There Is Nothing In The World That Makes Me Feel More Insecure And Unsure Of Myself Than The "1, 2, Or About The Same" Test At The Eye Doctor

Boy did I have myself a morning. I made an 8am eye doctor appointment (so I could get back by 11 and not miss a blog). First of all, bless you DC commuters. Your two options: take the Metro and risk dying, or drive with the sun blinding you while people slam on their brakes for no reason. I was on the road at 7:30 in bumper to bumper traffic and almost died 3 times on my way to Lasik Pro in Chevy Chase. Went in for a consultation for Lasik because 20/200 vision is not something I feel like living with anymore and Uncle Sam graciously gave me back a bunch of money for my tax refund. So I figured “hey, I’m 27 years old. I’m balding, my head won’t stop growing, and my athletic ability is similar to a bag of hershey kisses that sat in the sun for too long, might as well fix my eyes”. I wear glasses all the time now because I’m blind and I fucking hate contacts, hate them. So obviously the only way to remedy my whole life is to have lasers and knives scrape my eyeballs until I can see again.

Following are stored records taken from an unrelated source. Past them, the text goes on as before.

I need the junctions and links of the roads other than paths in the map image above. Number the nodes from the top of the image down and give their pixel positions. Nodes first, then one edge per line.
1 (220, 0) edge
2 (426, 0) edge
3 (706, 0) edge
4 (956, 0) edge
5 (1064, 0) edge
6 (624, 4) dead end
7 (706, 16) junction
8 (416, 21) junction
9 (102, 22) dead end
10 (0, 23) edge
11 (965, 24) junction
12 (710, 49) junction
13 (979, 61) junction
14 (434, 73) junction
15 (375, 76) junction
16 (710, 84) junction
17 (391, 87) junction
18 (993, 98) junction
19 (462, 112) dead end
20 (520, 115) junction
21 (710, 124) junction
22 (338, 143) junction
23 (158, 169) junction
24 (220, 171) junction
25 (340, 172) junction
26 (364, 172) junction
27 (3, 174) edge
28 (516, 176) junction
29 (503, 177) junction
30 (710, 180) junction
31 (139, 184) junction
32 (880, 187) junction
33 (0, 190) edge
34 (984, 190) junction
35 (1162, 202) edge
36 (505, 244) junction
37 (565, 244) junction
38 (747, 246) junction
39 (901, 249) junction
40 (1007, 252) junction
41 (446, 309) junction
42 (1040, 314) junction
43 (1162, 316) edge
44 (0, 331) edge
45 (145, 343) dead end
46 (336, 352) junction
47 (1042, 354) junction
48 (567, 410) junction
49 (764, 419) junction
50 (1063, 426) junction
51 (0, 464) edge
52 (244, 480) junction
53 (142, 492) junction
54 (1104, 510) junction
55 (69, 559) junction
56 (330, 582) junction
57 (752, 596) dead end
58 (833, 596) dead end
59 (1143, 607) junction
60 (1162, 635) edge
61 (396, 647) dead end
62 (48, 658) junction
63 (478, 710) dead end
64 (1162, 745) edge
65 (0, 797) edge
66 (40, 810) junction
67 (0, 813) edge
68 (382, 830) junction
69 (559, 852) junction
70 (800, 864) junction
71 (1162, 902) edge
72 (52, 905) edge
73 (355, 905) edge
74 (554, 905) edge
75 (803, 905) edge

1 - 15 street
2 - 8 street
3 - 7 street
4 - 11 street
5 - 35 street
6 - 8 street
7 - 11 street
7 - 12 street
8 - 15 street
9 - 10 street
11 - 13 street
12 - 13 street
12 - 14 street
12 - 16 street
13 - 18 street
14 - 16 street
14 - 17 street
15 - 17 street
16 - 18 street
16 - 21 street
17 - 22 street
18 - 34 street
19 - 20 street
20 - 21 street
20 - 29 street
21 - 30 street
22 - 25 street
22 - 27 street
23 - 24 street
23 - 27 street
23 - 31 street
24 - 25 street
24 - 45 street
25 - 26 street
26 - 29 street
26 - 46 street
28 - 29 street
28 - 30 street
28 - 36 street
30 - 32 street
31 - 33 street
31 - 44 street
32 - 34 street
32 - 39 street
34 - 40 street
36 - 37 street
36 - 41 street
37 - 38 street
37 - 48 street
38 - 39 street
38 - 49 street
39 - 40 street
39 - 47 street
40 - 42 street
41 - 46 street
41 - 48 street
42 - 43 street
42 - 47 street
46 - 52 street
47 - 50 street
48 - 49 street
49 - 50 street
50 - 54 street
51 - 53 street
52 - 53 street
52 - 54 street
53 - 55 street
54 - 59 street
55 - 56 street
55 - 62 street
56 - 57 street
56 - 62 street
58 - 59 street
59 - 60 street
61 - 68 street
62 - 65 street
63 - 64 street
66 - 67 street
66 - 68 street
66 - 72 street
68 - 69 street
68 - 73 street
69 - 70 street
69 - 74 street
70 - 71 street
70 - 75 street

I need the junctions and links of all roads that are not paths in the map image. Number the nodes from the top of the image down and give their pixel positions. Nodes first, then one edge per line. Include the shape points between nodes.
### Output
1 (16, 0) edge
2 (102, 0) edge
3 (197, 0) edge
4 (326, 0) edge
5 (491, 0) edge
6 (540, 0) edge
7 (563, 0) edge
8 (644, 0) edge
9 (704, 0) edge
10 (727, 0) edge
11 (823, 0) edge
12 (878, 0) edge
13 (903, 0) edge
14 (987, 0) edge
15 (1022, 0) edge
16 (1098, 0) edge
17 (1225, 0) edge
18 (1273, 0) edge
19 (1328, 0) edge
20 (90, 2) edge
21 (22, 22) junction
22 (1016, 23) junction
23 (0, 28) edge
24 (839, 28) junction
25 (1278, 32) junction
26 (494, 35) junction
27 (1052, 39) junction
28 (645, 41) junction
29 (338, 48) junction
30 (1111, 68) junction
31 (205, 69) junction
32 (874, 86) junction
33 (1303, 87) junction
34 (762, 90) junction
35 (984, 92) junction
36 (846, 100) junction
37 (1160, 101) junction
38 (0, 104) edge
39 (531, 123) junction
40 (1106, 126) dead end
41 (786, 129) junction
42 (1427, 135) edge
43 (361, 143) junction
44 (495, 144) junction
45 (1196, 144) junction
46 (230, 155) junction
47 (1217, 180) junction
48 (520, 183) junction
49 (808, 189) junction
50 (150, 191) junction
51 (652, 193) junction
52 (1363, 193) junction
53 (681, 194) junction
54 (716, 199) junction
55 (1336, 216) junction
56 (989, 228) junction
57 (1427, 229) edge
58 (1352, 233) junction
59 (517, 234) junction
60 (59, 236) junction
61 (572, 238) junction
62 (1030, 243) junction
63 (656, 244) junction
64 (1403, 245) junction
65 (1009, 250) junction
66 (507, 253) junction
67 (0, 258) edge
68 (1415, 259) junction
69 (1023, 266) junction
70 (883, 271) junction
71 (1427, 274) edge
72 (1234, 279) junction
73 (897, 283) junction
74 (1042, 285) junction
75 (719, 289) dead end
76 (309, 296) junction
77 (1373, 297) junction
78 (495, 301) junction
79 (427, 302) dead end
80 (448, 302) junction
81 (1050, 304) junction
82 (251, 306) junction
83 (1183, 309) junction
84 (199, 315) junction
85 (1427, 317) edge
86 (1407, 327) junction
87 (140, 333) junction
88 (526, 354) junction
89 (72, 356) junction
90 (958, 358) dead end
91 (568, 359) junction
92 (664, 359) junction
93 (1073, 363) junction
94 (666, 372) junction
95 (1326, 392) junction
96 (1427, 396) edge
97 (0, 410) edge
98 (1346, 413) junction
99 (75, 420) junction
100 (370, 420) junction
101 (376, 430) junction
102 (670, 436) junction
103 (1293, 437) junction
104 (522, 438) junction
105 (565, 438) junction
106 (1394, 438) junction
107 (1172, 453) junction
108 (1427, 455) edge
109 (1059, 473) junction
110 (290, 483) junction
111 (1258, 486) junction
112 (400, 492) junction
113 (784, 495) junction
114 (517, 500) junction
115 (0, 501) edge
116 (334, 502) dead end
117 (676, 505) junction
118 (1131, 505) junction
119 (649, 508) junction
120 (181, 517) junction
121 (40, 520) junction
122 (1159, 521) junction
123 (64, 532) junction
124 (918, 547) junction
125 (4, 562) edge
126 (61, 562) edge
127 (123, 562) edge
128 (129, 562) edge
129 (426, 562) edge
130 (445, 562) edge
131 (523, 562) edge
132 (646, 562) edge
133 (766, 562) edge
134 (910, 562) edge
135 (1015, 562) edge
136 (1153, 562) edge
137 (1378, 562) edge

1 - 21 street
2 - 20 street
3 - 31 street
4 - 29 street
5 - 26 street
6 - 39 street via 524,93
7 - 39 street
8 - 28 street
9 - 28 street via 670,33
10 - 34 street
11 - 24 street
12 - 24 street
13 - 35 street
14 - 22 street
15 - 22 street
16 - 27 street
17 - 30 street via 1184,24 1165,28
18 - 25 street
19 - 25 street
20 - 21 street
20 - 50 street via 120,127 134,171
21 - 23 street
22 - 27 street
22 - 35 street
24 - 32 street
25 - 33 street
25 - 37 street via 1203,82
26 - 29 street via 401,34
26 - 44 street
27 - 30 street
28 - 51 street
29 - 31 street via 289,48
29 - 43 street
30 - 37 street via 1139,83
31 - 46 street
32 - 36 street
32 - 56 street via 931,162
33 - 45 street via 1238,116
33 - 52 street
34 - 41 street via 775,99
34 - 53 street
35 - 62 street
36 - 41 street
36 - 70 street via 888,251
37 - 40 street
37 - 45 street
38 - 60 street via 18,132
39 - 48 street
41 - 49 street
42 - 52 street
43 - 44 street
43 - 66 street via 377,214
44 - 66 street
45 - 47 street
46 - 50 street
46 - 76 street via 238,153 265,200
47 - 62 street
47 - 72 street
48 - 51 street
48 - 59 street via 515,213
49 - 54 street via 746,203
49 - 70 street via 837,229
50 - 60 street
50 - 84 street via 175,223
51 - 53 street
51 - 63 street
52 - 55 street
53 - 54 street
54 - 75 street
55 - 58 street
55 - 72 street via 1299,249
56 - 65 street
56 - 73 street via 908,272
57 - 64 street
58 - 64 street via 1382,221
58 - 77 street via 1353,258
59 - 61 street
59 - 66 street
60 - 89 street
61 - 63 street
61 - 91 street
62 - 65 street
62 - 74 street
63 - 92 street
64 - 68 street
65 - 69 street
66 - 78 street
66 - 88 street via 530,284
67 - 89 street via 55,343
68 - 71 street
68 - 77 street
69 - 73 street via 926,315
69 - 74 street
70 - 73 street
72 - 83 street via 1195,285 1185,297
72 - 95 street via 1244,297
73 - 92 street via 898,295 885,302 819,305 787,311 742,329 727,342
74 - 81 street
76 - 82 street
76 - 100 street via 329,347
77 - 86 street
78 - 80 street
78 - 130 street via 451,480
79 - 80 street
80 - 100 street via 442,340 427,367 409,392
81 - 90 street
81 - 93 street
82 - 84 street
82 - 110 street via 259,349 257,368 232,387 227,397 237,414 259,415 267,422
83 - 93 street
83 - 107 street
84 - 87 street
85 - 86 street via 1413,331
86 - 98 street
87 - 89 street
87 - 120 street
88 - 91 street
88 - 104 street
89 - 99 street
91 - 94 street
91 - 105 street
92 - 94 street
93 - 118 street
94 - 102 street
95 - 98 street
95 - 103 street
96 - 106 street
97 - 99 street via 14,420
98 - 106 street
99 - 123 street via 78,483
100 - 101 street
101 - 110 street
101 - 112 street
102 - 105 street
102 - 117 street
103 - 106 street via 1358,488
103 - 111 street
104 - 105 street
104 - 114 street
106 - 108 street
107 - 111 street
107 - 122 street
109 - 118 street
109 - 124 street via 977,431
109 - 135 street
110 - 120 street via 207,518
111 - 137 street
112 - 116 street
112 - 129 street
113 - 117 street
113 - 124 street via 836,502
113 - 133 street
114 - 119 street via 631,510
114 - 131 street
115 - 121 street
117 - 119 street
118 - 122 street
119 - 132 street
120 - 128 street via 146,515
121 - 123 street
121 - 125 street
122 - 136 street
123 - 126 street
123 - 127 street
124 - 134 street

Now I say all that to say this- the eye doctor this morning was surely something. I haven’t been to an eye doctor in forever so they had to put me through the ringer. They’re measuring my eyes, mapping my eyes (shout out to my super thin corneas, thanks for nothing dickheads), the whole 9 yards. And then the thing that can bring even the strongest of men to his knees- the “1, 2, or about the same?” test. When they show you the same letters twice, and it’s up to your shitty eyes and over-thinking head to decide what you see better. It’s like a chess match. I’m 110% positive the whole test is an inside joke between eye doctors. Like they laugh about their stupid patients later when we go “oh yeah, 2 is muuuuuch better” and they showed you the same thing twice. Or when you tell them “I don’t know, about the same?” in a tone of voice so sad, so weak, that they know they’ve defeated you. Same with when they ask you what line you can read. You just feel so worthless. Apparently the chart today only had letters and I guessed 3 numbers and 2 inanimate objects. Again, 20/200, not for the weak.

And the cool thing about my visit to the eye doctor today is I had my pupils dilated. My eye doctor today was great- he only called me a pussy 3 times for not being able to take eye drops. I don’t know what it is about me, but eye drops and eye-related things are my kryptonite. 2 Girls 1 Cup, fine and dandy. Video of someone putting in eye drops, NOPE, no thanks. Getting all sorts of shit dropped into your eyes is great if you want to make sure your eyes are healthy, bad if you want to drive home. They gave me a pair of plastic sunglasses “just to help for the glare” on my way out. I put them in my pocket and stepped outside and I swear to god I was completely blind. Could not see a fucking thing. Someone could have thrown a wallet at my face and I would have been none the wiser. Never experienced anything like it. I almost feel the eye doctor was looking out the window, laughing his ass off calling me an idiot as he watched me stumble around. So I went across the street to Panera and sat there eating bagels until I could see again so I could drive home without killing anyone. I don’t have glaucoma though, so that’s pretty nifty. Proud of myself.

So the good news is I think I’m going to get this PRK jaunt (it’s a different form of Lasik surgery) so I’m not a blindo anymore. I hate glasses so much, I hate contacts, but I’m completely worthless without them. I take my glasses off when I go out because I hate them, so I go through like 3 pairs a year because I inevitably have too many RBVs and they fall out of my pocket when I’m reaching for my phone and get stepped on at the bar. The bad news is I’m like a 3 year old at the doctor getting a shot when it comes to eye things, and there’s nothing more “eye thing” than lasers and knives slicing and dicing your eyes. Knowing my luck I’ll be in the 1% of people whose eyeballs just fall out. Great for content, bad for ya boy.

PS: Somewhere between the pupil dilation and the blind stumbling to Panera the doc described the PRK in detail to the point I broke out in a anxiety sweat and he had to stop and get me water. That’s where I’m at. And the best news of all- Doc said I can Periscope the procedure, so if you’re from Philly and I offended you in the last couple of weeks you can have a front row seat to my suffering. Silver linings for everyone!